**Stored data**
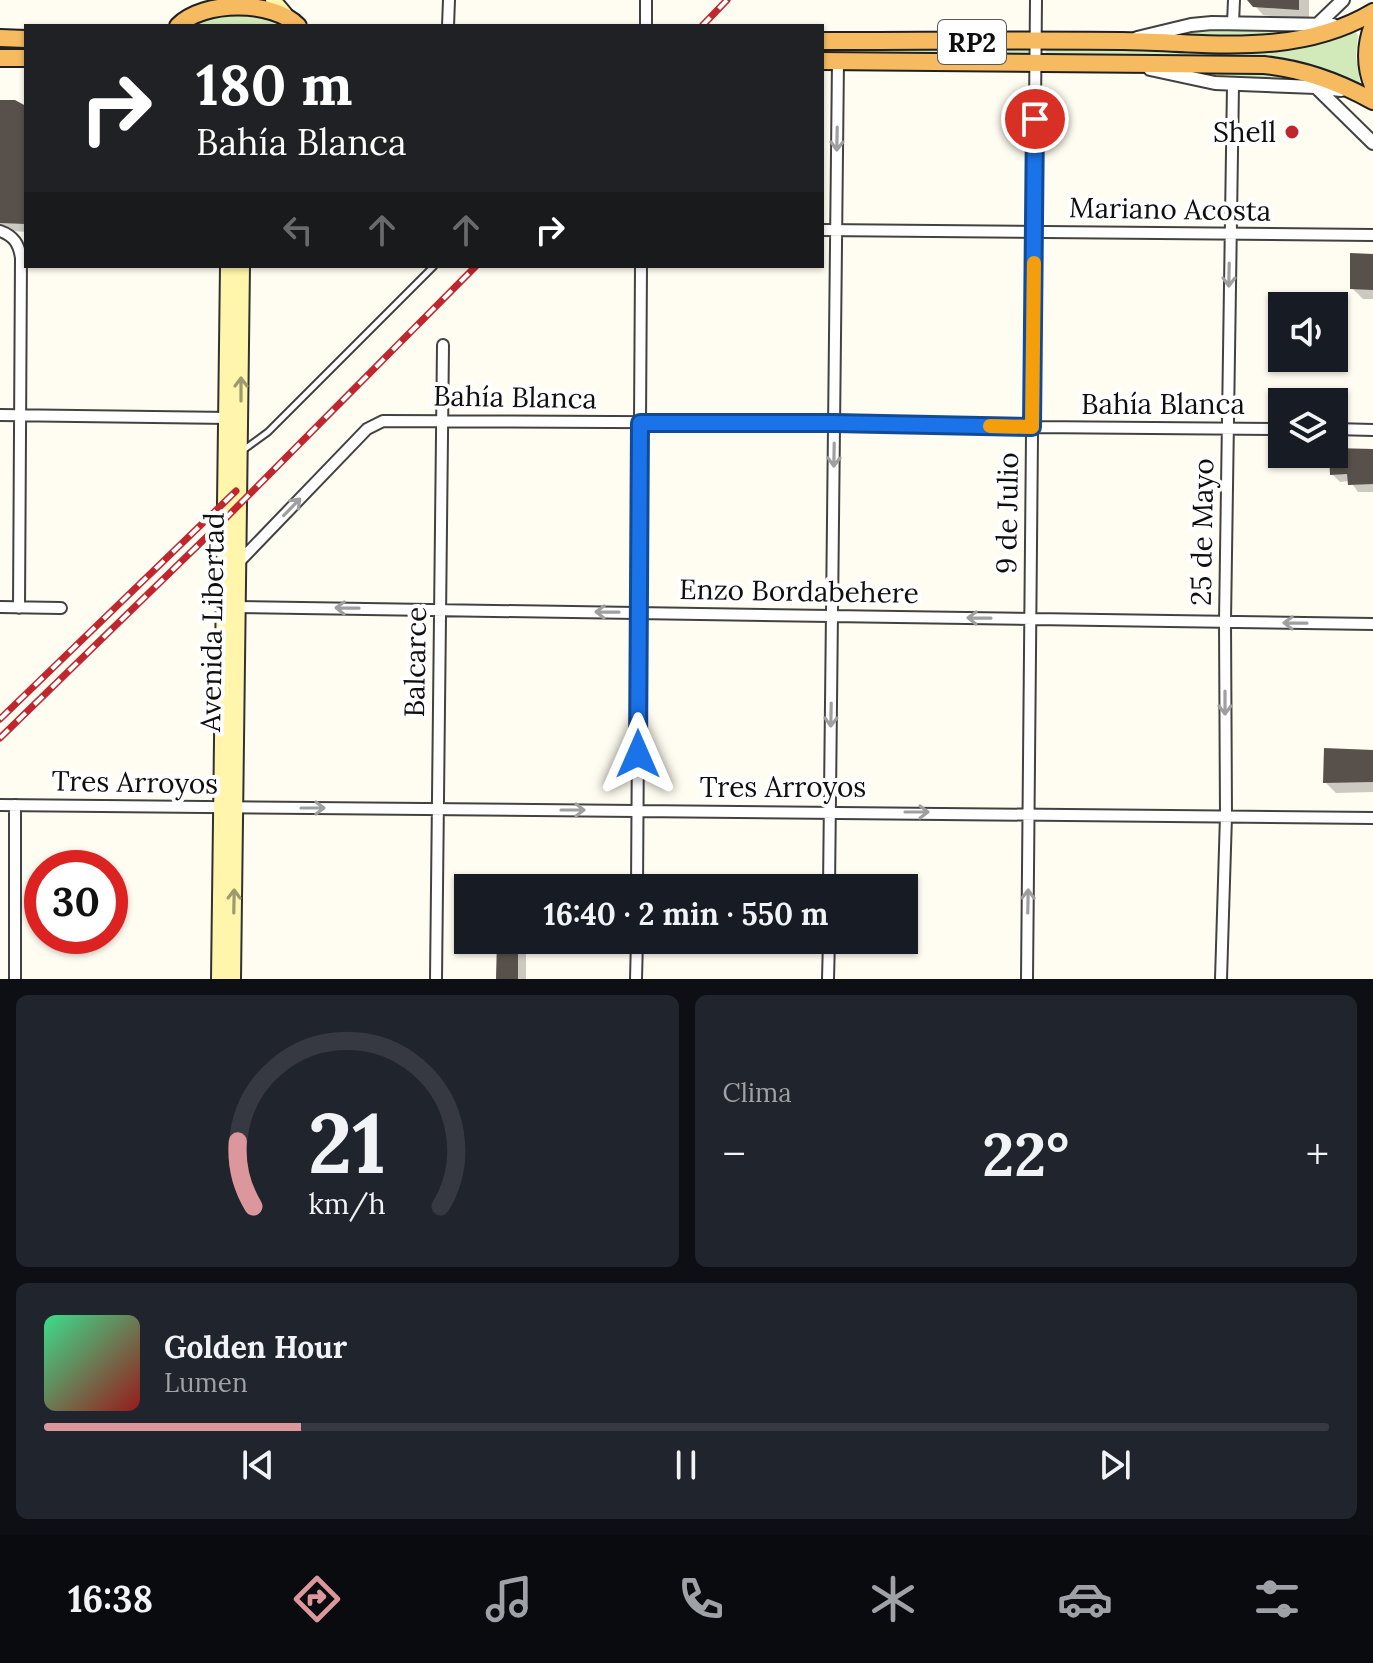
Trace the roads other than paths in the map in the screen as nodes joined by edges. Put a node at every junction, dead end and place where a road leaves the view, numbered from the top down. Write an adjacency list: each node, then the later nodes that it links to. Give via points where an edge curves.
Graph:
1 (273, 0): 9 (main road)
2 (449, 0): 13 (street)
3 (646, 0): 14 (street)
4 (1036, 0): 22 (street, 9 de Julio)
5 (1234, 0): 10 (street)
6 (1343, 0): 16 (street)
7 (1373, 12): 11 (highway, RP2)
8 (192, 13): 9 (highway, via 241,2 262,4); 12 (highway)
9 (291, 19)
10 (1233, 23): 16 (street); 20 (street, via 1191,25)
11 (1354, 23): 16 (street); 21 (highway, RP2)
12 (169, 24)
13 (448, 24)
14 (646, 24)
15 (1373, 25): 30 (highway, via 1367,52)
16 (1316, 26): 21 (highway)
17 (0, 38): 18 (highway)
18 (24, 39)
19 (824, 41): 22 (highway, RP2)
20 (1122, 41): 21 (highway, RP2); 22 (highway, RP2)
21 (1295, 41)
22 (1036, 42): 26 (street, 9 de Julio)
23 (0, 58): 24 (highway)
24 (24, 58)
25 (830, 61): 26 (highway, RP2); 36 (street, one-way to 36)
26 (1036, 62): 27 (highway, RP2); 38 (street, 9 de Julio)
27 (1123, 63): 28 (highway, RP2); 29 (street)
28 (1294, 69): 31 (highway); 32 (highway, RP2)
29 (1233, 85): 31 (street); 39 (street, 25 de Mayo)
30 (1373, 86)
31 (1316, 87): 32 (street); 34 (street)
32 (1357, 93): 33 (highway, RP2)
33 (1373, 101)
34 (1373, 143)
35 (824, 230): 36 (street, Mariano Acosta)
36 (836, 230): 38 (street, Mariano Acosta); 51 (street)
37 (0, 231): 47 (street, via 14,239 21,258)
38 (1034, 232): 39 (street, Mariano Acosta); 52 (street, 9 de Julio)
39 (1230, 234): 40 (street, Mariano Acosta); 53 (street, 25 de Mayo, one-way to 53)
40 (1373, 235)
41 (228, 268): 48 (main road, Avenida Libertad)
42 (242, 268): 48 (main road, Avenida Libertad, one-way to 42)
43 (432, 268): 57 (lane, via 268,432)
44 (641, 268): 50 (street)
45 (443, 345): 49 (street, Balcarce)
46 (0, 415): 47 (street)
47 (21, 415): 48 (street); 61 (street)
48 (234, 418): 57 (main road, Avenida Libertad); 60 (main road, Avenida Libertad)
49 (443, 420): 50 (street, Bahía Blanca); 58 (street, Bahía Blanca, one-way to 49, via 372,426 383,421); 63 (street, Balcarce)
50 (640, 423): 51 (street, Bahía Blanca); 64 (street)
51 (834, 423): 52 (street, Bahía Blanca); 65 (street, one-way to 65)
52 (1032, 427): 53 (street, Bahía Blanca); 66 (street, 9 de Julio)
53 (1227, 428): 54 (street, Bahía Blanca); 67 (street, 25 de Mayo)
54 (1268, 429)
55 (1348, 429): 56 (street)
56 (1373, 430)
57 (241, 451): 58 (main road, Avenida Libertad)
58 (238, 563): 60 (main road, Avenida Libertad)
59 (0, 607): 61 (street)
60 (231, 607): 63 (street, Enzo Bordabehere, one-way to 60); 71 (main road, Avenida Libertad)
61 (19, 608): 62 (street)
62 (61, 608)
63 (440, 609): 64 (street, Enzo Bordabehere, one-way to 63); 72 (street, Balcarce)
64 (639, 612): 65 (street, Enzo Bordabehere); 73 (street)
65 (832, 615): 66 (street, Enzo Bordabehere, one-way to 65); 74 (street, one-way to 74)
66 (1030, 618): 67 (street, Enzo Bordabehere); 75 (street, 9 de Julio)
67 (1225, 621): 68 (street, Enzo Bordabehere, one-way to 67); 76 (street, 25 de Mayo, one-way to 76)
68 (1373, 624)
69 (0, 805): 70 (street, Tres Arroyos)
70 (15, 805): 71 (street, Tres Arroyos); 82 (street)
71 (228, 807): 72 (street, Tres Arroyos, one-way to 72); 83 (main road, Avenida Libertad); 84 (main road, Avenida Libertad, one-way to 71)
72 (438, 808): 73 (street, Tres Arroyos, one-way to 73); 85 (street, Balcarce)
73 (638, 810): 74 (street, Tres Arroyos); 78 (street)
74 (830, 812): 75 (street, Tres Arroyos, one-way to 75); 79 (street)
75 (1028, 813): 76 (street, Tres Arroyos); 88 (street, 9 de Julio, one-way to 75)
76 (1226, 816): 77 (street, Tres Arroyos); 89 (street, 25 de Mayo)
77 (1373, 818)
78 (637, 874)
79 (829, 874)
80 (637, 954): 86 (street)
81 (829, 954): 87 (street)
82 (15, 979)
83 (219, 979)
84 (233, 979)
85 (436, 979)
86 (636, 979)
87 (828, 979)
88 (1027, 979)
89 (1221, 979)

**Problem requirements**
Word for word, restate all of the material, omitting the images.

**Exercise response**
Trace the roads other than paths in the map in the screen as nodes joined by edges. Put a node at every junction, dead end and place where a road leaves the view, numbered from the top down. Write an adjacency list: each node, then the later nodes that it links to. Give via points where an edge curves.
Graph:
1 (273, 0): 9 (main road)
2 (449, 0): 13 (street)
3 (646, 0): 14 (street)
4 (1036, 0): 22 (street, 9 de Julio)
5 (1234, 0): 10 (street)
6 (1343, 0): 16 (street)
7 (1373, 12): 11 (highway, RP2)
8 (192, 13): 9 (highway, via 241,2 262,4); 12 (highway)
9 (291, 19)
10 (1233, 23): 16 (street); 20 (street, via 1191,25)
11 (1354, 23): 16 (street); 21 (highway, RP2)
12 (169, 24)
13 (448, 24)
14 (646, 24)
15 (1373, 25): 30 (highway, via 1367,52)
16 (1316, 26): 21 (highway)
17 (0, 38): 18 (highway)
18 (24, 39)
19 (824, 41): 22 (highway, RP2)
20 (1122, 41): 21 (highway, RP2); 22 (highway, RP2)
21 (1295, 41)
22 (1036, 42): 26 (street, 9 de Julio)
23 (0, 58): 24 (highway)
24 (24, 58)
25 (830, 61): 26 (highway, RP2); 36 (street, one-way to 36)
26 (1036, 62): 27 (highway, RP2); 38 (street, 9 de Julio)
27 (1123, 63): 28 (highway, RP2); 29 (street)
28 (1294, 69): 31 (highway); 32 (highway, RP2)
29 (1233, 85): 31 (street); 39 (street, 25 de Mayo)
30 (1373, 86)
31 (1316, 87): 32 (street); 34 (street)
32 (1357, 93): 33 (highway, RP2)
33 (1373, 101)
34 (1373, 143)
35 (824, 230): 36 (street, Mariano Acosta)
36 (836, 230): 38 (street, Mariano Acosta); 51 (street)
37 (0, 231): 47 (street, via 14,239 21,258)
38 (1034, 232): 39 (street, Mariano Acosta); 52 (street, 9 de Julio)
39 (1230, 234): 40 (street, Mariano Acosta); 53 (street, 25 de Mayo, one-way to 53)
40 (1373, 235)
41 (228, 268): 48 (main road, Avenida Libertad)
42 (242, 268): 48 (main road, Avenida Libertad, one-way to 42)
43 (432, 268): 57 (lane, via 268,432)
44 (641, 268): 50 (street)
45 (443, 345): 49 (street, Balcarce)
46 (0, 415): 47 (street)
47 (21, 415): 48 (street); 61 (street)
48 (234, 418): 57 (main road, Avenida Libertad); 60 (main road, Avenida Libertad)
49 (443, 420): 50 (street, Bahía Blanca); 58 (street, Bahía Blanca, one-way to 49, via 372,426 383,421); 63 (street, Balcarce)
50 (640, 423): 51 (street, Bahía Blanca); 64 (street)
51 (834, 423): 52 (street, Bahía Blanca); 65 (street, one-way to 65)
52 (1032, 427): 53 (street, Bahía Blanca); 66 (street, 9 de Julio)
53 (1227, 428): 54 (street, Bahía Blanca); 67 (street, 25 de Mayo)
54 (1268, 429)
55 (1348, 429): 56 (street)
56 (1373, 430)
57 (241, 451): 58 (main road, Avenida Libertad)
58 (238, 563): 60 (main road, Avenida Libertad)
59 (0, 607): 61 (street)
60 (231, 607): 63 (street, Enzo Bordabehere, one-way to 60); 71 (main road, Avenida Libertad)
61 (19, 608): 62 (street)
62 (61, 608)
63 (440, 609): 64 (street, Enzo Bordabehere, one-way to 63); 72 (street, Balcarce)
64 (639, 612): 65 (street, Enzo Bordabehere); 73 (street)
65 (832, 615): 66 (street, Enzo Bordabehere, one-way to 65); 74 (street, one-way to 74)
66 (1030, 618): 67 (street, Enzo Bordabehere); 75 (street, 9 de Julio)
67 (1225, 621): 68 (street, Enzo Bordabehere, one-way to 67); 76 (street, 25 de Mayo, one-way to 76)
68 (1373, 624)
69 (0, 805): 70 (street, Tres Arroyos)
70 (15, 805): 71 (street, Tres Arroyos); 82 (street)
71 (228, 807): 72 (street, Tres Arroyos, one-way to 72); 83 (main road, Avenida Libertad); 84 (main road, Avenida Libertad, one-way to 71)
72 (438, 808): 73 (street, Tres Arroyos, one-way to 73); 85 (street, Balcarce)
73 (638, 810): 74 (street, Tres Arroyos); 78 (street)
74 (830, 812): 75 (street, Tres Arroyos, one-way to 75); 79 (street)
75 (1028, 813): 76 (street, Tres Arroyos); 88 (street, 9 de Julio, one-way to 75)
76 (1226, 816): 77 (street, Tres Arroyos); 89 (street, 25 de Mayo)
77 (1373, 818)
78 (637, 874)
79 (829, 874)
80 (637, 954): 86 (street)
81 (829, 954): 87 (street)
82 (15, 979)
83 (219, 979)
84 (233, 979)
85 (436, 979)
86 (636, 979)
87 (828, 979)
88 (1027, 979)
89 (1221, 979)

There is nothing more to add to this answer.